A couple act out their erotic fantasies by dressing up as an Edwardian murderer and his lover.

==Plot==
Theo and Vivien are couple whose relationship is based on their fantasy role-playing: Theo is the wife-murderer, Dr. Crippen, and Vivien is both his wife Belle or his mistress Ethel. They meet Reingard, a German photographer who moves in with them. She encourages Theo in a new fantasy as German WW1 flying ace Manfred von Richthofen, also known as "The Red Baron". The fantasy becomes reality when they buy a real plane for Theo to fly.

==Cast==
- Peter McEnery as Theo
- Diane Cilento as Reingard
- Glenda Jackson as Vivien
- Billy Russell as old man
- Norman Rossington as auctioneer
- Stephen Lewis as the dealer
- Maurice Denham as the father

==Critical reception==
The Monthly Film Bulletin wrote: A film about the games people play. Or rather, the film itself is the game, since screenwriter Peter Everett, adapting his own novel, and director Peter Medak, directing his first feature, keep the rules securely buried and only they, presumably, can distinguish the shifting levels of fantasy and reality that in the film are stylistically and thematically inseparable: a casual lack of discrimination that finally kills all interest in the proceedings, real or unreal. Negatives begins with Theo and Vivien in full mock-Edwardian battle dress – Theo's idea for a nice quiet afternoon on the roof in the sun spoilt by Vivien's constant need to harass and provoke him. The disorder in the air, the brittle tension between the two, is underlined by the messy roving of the camera: Vivien's sharp, bitchy remarks followed by long, hasty pans to Theo, standing or sitting, inert and morose. The same fussy technique, a fidgety choice of the odd camera angle or a sudden, swirling movement, only labours not so much the oddity, the tragic fantasy of this hermetic ménage a trois, as the perversity, the dramatic capriciousness that conveniently produces Reingard to provide Theo with a new part once the old one is hanging in tatters.

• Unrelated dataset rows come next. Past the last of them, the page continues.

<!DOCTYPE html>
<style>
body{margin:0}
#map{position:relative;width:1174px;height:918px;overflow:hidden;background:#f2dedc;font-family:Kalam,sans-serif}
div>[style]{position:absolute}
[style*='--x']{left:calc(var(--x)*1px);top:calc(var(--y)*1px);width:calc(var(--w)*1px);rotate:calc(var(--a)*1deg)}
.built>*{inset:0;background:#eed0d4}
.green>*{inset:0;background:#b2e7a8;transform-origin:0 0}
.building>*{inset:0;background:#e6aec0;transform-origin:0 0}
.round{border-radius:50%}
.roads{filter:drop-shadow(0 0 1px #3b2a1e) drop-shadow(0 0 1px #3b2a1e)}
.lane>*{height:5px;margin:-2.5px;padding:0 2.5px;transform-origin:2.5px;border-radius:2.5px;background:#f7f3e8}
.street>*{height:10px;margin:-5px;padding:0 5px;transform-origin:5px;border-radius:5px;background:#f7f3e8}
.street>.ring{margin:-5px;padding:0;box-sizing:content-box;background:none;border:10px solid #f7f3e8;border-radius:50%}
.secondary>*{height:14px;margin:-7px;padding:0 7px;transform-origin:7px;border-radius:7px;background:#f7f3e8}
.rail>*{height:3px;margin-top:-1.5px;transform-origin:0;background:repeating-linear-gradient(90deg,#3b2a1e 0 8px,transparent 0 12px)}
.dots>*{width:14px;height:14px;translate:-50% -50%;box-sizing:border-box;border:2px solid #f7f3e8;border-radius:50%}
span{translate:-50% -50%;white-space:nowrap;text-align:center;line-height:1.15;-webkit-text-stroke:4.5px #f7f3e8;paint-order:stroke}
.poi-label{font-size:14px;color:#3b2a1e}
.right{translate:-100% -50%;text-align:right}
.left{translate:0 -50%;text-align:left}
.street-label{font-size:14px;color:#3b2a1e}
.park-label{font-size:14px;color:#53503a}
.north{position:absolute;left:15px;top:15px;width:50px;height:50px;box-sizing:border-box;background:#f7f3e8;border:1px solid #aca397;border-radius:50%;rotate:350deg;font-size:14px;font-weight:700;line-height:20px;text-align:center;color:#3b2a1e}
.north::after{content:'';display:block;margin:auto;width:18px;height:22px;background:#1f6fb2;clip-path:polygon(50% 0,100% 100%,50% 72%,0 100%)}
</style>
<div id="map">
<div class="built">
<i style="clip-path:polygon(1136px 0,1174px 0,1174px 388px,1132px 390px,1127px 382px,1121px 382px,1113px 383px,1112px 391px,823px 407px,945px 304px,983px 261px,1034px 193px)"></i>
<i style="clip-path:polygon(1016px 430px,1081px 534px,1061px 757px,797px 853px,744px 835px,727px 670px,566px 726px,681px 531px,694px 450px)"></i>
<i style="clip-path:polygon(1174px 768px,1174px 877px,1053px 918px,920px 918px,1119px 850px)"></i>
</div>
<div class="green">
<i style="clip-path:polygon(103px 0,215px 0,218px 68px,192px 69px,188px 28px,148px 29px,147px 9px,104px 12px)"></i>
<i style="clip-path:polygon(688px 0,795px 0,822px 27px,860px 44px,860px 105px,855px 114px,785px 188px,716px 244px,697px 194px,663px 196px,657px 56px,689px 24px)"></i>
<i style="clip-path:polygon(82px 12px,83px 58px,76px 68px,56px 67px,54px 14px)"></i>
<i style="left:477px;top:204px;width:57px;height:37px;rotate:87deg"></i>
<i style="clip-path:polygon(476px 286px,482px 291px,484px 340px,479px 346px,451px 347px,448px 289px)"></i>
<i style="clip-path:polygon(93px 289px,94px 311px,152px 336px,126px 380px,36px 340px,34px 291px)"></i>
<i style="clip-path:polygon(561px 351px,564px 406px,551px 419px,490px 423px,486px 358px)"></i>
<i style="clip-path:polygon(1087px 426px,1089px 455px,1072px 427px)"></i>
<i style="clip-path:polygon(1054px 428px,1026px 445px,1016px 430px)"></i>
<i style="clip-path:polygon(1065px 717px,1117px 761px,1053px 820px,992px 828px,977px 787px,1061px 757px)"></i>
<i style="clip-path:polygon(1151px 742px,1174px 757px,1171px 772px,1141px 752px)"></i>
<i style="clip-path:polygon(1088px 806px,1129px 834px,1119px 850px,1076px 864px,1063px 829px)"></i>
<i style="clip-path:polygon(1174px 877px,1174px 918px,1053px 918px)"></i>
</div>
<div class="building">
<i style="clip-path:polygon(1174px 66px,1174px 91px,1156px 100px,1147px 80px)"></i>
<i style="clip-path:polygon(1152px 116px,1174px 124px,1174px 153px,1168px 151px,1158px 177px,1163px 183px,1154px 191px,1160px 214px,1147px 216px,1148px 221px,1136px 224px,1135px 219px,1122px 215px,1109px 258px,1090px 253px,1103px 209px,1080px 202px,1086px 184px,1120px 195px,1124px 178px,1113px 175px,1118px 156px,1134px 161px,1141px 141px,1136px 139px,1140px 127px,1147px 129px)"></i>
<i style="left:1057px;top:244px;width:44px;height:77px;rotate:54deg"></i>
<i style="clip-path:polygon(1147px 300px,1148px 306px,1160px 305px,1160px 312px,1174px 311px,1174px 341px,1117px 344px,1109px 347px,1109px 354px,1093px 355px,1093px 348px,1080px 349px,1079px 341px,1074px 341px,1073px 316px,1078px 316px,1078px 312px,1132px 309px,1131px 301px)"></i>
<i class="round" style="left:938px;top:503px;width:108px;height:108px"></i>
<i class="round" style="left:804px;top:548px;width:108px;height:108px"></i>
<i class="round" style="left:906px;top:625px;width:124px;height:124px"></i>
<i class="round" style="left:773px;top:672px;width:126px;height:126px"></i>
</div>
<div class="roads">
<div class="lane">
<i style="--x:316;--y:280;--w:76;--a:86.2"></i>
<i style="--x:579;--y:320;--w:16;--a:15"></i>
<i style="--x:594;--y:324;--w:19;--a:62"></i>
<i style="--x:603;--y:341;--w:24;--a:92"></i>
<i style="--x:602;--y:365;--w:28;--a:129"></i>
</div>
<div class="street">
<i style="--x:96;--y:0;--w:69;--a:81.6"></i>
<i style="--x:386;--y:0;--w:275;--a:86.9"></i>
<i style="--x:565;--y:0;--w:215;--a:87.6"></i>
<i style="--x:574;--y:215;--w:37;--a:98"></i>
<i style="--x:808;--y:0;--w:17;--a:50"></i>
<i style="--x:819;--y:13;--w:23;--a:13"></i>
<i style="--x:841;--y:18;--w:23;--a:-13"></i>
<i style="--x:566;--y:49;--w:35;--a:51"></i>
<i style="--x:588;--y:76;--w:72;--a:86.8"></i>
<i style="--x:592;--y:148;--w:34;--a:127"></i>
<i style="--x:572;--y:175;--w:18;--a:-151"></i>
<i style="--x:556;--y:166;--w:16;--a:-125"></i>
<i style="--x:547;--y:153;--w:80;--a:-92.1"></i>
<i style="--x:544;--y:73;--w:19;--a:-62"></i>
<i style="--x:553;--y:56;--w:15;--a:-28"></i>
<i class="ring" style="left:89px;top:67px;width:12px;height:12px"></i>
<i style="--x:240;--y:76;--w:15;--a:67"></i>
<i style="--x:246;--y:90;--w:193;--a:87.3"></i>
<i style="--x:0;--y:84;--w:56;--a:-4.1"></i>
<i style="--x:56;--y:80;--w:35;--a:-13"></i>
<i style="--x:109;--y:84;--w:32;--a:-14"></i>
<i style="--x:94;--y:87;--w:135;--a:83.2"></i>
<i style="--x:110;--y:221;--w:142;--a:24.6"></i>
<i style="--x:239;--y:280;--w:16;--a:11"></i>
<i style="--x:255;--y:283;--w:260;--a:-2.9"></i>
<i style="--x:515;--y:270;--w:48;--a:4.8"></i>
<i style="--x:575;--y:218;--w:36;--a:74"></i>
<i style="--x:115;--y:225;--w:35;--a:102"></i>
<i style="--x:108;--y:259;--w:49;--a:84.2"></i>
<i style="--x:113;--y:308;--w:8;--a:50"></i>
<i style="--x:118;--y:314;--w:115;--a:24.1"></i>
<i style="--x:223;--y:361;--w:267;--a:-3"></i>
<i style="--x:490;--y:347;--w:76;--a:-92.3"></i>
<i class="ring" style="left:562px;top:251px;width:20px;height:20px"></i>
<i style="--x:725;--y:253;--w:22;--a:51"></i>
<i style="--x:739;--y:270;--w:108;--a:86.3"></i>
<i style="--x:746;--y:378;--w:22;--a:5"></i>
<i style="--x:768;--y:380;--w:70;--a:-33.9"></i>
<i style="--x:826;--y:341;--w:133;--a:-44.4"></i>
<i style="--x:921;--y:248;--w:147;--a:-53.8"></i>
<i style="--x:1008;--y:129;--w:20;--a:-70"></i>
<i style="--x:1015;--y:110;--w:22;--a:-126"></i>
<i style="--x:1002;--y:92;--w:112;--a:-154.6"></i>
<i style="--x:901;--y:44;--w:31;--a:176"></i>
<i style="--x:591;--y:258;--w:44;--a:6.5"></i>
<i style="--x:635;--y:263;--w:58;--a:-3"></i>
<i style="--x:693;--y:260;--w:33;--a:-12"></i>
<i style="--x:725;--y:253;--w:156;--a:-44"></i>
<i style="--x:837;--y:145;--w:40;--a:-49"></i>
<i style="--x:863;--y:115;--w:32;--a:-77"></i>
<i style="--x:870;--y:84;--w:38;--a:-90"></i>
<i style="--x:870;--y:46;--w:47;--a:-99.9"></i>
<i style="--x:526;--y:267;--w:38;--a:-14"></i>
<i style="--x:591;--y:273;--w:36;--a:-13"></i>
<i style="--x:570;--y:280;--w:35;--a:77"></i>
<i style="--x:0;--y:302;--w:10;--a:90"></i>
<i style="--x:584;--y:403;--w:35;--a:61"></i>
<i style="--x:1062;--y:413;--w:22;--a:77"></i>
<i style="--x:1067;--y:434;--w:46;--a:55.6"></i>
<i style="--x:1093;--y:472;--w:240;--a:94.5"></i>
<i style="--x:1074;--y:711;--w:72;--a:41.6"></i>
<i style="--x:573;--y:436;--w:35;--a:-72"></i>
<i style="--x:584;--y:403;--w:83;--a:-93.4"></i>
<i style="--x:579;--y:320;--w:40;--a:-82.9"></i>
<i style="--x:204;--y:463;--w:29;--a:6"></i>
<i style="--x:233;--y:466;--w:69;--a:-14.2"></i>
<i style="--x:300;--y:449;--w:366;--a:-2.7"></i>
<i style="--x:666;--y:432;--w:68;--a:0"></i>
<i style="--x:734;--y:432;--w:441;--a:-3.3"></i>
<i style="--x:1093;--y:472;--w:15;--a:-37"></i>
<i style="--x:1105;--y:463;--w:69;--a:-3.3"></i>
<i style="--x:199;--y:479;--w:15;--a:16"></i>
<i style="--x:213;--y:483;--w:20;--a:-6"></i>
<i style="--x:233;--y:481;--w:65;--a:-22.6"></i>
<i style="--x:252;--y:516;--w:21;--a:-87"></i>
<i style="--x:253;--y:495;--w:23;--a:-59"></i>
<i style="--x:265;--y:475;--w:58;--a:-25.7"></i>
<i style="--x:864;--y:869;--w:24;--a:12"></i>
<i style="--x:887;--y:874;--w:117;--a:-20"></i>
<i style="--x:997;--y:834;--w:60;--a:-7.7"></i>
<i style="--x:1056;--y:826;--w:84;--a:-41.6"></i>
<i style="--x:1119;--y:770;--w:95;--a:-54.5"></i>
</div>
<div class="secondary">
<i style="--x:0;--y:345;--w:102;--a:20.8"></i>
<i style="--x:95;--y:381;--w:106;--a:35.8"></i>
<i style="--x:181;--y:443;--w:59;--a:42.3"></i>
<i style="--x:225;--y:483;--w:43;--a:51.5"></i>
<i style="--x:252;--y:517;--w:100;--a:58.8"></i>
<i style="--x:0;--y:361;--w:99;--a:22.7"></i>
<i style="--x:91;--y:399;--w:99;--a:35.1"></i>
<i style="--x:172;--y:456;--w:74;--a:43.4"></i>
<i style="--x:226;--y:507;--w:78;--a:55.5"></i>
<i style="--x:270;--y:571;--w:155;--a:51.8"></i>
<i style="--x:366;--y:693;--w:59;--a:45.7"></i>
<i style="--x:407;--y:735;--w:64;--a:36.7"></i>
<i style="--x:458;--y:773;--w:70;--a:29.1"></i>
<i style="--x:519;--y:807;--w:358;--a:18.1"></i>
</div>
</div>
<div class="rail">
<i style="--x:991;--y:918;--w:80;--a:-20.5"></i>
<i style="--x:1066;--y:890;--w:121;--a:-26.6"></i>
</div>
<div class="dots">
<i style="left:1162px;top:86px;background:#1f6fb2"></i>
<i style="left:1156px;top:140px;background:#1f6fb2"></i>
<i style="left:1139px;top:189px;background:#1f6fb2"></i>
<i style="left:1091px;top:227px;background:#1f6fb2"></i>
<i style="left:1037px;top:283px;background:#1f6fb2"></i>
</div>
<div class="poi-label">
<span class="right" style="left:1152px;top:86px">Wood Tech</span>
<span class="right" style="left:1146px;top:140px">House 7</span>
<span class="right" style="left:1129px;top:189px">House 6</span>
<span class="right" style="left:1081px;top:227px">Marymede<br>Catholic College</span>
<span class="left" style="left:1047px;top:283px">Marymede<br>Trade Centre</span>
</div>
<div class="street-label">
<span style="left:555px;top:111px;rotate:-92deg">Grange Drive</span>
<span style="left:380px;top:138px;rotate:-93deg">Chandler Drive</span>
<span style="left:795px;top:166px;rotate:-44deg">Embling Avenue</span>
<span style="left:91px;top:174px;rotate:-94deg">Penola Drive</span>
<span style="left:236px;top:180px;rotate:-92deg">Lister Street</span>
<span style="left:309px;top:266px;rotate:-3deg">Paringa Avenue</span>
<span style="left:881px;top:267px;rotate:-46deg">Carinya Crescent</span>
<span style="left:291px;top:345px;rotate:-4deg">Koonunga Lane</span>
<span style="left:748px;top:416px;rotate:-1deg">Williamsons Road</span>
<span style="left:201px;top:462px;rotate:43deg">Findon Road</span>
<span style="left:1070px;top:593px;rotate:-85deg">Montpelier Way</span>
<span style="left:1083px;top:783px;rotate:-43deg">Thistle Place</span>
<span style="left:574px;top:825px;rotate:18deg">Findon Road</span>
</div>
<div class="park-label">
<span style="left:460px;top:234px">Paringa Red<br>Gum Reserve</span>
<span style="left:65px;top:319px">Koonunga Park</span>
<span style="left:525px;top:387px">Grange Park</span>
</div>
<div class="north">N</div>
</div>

By the film's end, with Theo sitting bolt upright in the plane, blood trickling from one corner of his mouth, it is reasonable to ask, but more difficult to care, whether this is intended to suggest actual suicide or merely the furthest extension of his fantasy, on a level with the tinted footage of dogfighting aircraft; or whether, having reached the extreme of his solitary male fantasy, Theo has symbolically 'died'.In The New York Times, Vincent Canby found the film "so good in so many of its particulars that it is hard to believe that it finally goes so wrong with such a straight face ... It actually is quite a good movie until it is taken over by the fantasies – and by the anxious hand of a young (31 years old) director who wants to make a meaningful film. Negatives is the first feature by Peter Medak and much of what he does is excellent. The movie has the careful tempo of a minuet, which counterpoints its desperate eroticism. It is beautifully photographed with the same tactile quality that may have been the only really distinguishing feature of Blow-Up. and it is played by three performers who are always interesting to watch"

Dennis Schwartz wrote, "It's a fun watch because it's carried off with such glee, just don't expect any help from the story getting to any significant psychological meanings and be prepared to see how much you like the film when it turns ugly."

Leslie Halliwell said: "Smoothly done but impenetrable psychological poppycock: what is fact and what is fancy, only the author knows."